• **WORK ITEM**
The answer must consist of every line from the entries below that contains the word "name".
+--
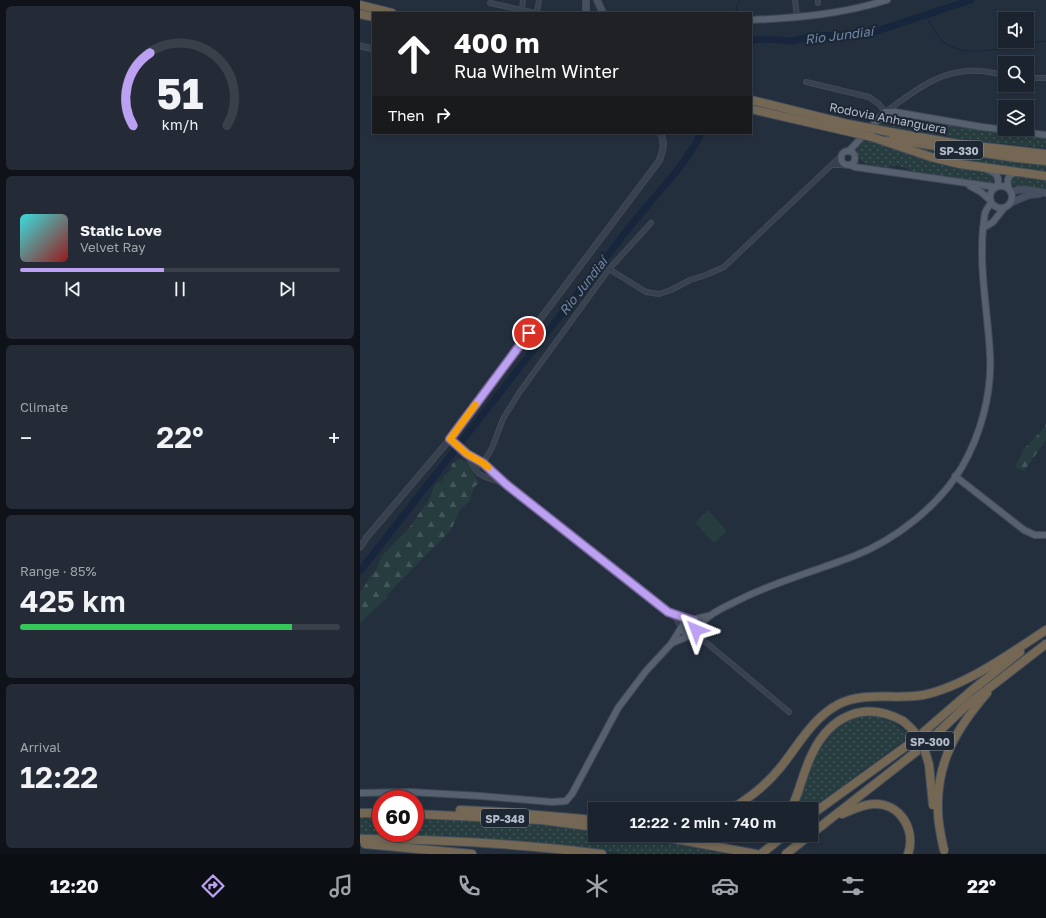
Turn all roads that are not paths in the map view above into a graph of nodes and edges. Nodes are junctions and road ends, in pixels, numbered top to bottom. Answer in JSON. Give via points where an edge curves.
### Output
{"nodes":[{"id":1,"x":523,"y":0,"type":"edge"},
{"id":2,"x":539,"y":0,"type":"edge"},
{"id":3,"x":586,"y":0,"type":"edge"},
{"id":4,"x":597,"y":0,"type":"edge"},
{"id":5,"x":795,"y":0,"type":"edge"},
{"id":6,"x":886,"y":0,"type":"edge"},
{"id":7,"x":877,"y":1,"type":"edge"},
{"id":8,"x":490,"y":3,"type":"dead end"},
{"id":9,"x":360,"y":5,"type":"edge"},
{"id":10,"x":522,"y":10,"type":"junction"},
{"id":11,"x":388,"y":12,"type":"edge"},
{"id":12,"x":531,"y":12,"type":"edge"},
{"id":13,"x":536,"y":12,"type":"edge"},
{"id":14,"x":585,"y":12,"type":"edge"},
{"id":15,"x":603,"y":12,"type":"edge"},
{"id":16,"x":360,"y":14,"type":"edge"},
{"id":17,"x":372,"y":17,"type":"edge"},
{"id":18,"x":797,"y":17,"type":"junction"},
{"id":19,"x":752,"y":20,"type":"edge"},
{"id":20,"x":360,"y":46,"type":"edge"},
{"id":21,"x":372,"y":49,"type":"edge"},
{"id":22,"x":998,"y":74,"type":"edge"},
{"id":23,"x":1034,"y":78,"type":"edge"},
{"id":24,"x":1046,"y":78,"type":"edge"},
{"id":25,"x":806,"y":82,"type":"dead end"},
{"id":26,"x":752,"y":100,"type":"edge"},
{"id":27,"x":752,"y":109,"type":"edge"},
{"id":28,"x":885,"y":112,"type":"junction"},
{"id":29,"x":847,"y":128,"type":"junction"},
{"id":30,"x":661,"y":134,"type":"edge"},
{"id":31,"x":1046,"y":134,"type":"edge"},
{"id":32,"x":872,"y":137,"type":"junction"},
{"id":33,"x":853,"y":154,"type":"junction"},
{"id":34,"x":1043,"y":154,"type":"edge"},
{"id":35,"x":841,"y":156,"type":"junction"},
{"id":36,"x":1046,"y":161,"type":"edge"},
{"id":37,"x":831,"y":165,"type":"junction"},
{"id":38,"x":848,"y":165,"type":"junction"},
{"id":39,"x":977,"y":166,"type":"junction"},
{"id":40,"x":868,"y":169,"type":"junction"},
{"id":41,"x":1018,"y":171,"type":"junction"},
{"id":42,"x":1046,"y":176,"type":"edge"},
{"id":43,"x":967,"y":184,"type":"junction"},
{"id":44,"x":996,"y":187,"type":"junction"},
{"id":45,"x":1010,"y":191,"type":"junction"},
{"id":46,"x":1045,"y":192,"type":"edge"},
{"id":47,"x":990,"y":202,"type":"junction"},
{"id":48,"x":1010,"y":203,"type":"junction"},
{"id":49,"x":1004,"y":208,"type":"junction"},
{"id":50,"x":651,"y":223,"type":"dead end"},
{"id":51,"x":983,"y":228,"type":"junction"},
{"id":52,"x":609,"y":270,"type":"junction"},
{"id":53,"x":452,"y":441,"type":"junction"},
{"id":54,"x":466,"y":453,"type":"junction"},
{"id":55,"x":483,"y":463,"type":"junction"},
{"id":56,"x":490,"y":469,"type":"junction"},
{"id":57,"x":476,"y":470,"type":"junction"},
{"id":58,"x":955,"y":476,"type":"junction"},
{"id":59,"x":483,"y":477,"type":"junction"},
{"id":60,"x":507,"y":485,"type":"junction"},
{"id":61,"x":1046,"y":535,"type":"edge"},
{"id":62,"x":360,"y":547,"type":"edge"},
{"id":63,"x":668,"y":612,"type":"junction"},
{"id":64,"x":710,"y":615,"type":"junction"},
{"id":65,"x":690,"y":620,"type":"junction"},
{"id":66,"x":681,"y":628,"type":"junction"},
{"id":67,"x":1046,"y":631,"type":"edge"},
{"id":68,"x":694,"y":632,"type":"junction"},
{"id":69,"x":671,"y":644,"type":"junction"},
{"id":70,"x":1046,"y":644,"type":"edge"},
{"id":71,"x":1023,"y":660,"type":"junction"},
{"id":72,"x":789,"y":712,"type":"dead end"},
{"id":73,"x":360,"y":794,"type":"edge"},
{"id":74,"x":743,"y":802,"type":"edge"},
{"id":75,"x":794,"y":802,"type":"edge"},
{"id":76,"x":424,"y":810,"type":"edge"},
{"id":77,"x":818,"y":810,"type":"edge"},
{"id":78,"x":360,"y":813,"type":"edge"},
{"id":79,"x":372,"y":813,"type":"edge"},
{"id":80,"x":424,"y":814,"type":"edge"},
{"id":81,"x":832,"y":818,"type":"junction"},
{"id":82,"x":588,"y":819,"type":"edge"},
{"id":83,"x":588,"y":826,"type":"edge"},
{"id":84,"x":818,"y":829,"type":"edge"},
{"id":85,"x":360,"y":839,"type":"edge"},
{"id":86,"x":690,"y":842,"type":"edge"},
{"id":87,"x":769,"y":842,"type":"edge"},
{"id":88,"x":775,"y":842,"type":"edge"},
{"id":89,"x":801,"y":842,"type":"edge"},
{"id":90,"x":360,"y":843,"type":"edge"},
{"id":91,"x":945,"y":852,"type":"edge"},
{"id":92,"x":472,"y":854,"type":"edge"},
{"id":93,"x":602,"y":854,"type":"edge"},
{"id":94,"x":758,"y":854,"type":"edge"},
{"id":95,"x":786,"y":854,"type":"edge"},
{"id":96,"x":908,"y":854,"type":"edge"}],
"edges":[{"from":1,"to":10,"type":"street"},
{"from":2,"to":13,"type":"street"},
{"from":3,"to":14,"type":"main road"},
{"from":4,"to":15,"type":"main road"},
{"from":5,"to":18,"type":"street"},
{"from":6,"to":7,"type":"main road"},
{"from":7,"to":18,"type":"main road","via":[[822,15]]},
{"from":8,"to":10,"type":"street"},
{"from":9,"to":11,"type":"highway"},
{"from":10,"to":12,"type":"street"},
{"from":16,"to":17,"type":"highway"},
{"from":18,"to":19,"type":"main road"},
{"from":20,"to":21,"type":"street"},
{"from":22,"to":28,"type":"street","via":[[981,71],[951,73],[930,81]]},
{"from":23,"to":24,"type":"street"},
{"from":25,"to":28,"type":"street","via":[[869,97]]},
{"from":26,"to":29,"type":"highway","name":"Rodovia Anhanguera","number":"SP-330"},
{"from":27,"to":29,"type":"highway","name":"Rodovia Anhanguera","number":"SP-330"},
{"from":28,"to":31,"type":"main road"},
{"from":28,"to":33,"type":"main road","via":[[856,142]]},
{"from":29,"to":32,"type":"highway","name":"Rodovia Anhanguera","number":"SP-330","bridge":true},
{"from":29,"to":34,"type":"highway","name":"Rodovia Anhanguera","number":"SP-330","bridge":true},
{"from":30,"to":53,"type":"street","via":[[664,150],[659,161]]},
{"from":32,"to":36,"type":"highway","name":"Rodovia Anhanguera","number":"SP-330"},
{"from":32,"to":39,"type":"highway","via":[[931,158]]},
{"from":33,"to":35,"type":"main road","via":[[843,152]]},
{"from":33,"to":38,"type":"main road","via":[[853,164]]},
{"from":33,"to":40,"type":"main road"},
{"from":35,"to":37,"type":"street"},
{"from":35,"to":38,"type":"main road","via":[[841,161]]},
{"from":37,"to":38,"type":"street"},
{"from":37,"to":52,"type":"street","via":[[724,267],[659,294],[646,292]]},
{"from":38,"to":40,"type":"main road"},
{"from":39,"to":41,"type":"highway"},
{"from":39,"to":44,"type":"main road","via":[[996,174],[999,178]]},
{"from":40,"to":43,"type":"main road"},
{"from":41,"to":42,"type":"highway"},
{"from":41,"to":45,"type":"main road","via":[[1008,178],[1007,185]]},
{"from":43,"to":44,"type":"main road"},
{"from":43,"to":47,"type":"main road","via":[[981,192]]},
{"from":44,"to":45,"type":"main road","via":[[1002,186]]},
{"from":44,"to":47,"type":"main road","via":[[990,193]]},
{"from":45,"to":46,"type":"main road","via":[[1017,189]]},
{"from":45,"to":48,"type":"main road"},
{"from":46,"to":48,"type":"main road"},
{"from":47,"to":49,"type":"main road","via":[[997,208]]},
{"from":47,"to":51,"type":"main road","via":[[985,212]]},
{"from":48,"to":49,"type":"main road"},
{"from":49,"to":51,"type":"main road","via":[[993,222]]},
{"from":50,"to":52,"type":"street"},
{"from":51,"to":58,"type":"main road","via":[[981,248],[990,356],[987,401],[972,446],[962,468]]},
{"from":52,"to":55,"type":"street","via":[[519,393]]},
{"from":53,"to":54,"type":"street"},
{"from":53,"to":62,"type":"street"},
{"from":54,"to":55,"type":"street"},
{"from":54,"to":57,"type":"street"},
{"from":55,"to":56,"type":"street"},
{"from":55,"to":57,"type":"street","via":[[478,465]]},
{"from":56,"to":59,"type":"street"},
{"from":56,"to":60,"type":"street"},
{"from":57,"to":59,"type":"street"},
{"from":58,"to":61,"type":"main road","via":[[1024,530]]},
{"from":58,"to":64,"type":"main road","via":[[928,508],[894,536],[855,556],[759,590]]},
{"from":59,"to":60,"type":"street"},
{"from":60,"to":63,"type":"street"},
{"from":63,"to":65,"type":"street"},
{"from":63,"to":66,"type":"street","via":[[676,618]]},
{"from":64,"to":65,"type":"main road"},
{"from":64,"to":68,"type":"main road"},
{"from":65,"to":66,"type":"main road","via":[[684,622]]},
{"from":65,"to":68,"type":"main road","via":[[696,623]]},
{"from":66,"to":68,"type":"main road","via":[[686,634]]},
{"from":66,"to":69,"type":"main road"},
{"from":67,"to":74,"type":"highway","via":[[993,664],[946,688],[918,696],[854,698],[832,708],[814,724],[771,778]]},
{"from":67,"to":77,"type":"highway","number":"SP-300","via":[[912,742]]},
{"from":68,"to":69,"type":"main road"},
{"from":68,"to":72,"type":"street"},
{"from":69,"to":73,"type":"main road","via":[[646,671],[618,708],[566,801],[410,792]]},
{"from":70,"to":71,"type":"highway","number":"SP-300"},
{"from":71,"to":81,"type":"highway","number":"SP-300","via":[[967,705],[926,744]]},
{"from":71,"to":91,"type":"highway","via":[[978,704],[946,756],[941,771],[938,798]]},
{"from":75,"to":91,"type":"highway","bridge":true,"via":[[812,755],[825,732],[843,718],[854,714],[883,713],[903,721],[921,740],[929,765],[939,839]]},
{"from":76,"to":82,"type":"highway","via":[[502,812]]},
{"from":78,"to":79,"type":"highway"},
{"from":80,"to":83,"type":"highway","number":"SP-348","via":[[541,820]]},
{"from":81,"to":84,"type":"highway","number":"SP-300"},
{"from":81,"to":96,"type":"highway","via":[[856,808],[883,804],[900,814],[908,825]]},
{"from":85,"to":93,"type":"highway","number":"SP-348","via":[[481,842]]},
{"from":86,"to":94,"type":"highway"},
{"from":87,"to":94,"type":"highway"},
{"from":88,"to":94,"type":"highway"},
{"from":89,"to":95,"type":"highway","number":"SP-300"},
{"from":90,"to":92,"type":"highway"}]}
+--
• **EXERCISE OUTPUT**
{"from":26,"to":29,"type":"highway","name":"Rodovia Anhanguera","number":"SP-330"},
{"from":27,"to":29,"type":"highway","name":"Rodovia Anhanguera","number":"SP-330"},
{"from":29,"to":32,"type":"highway","name":"Rodovia Anhanguera","number":"SP-330","bridge":true},
{"from":29,"to":34,"type":"highway","name":"Rodovia Anhanguera","number":"SP-330","bridge":true},
{"from":32,"to":36,"type":"highway","name":"Rodovia Anhanguera","number":"SP-330"},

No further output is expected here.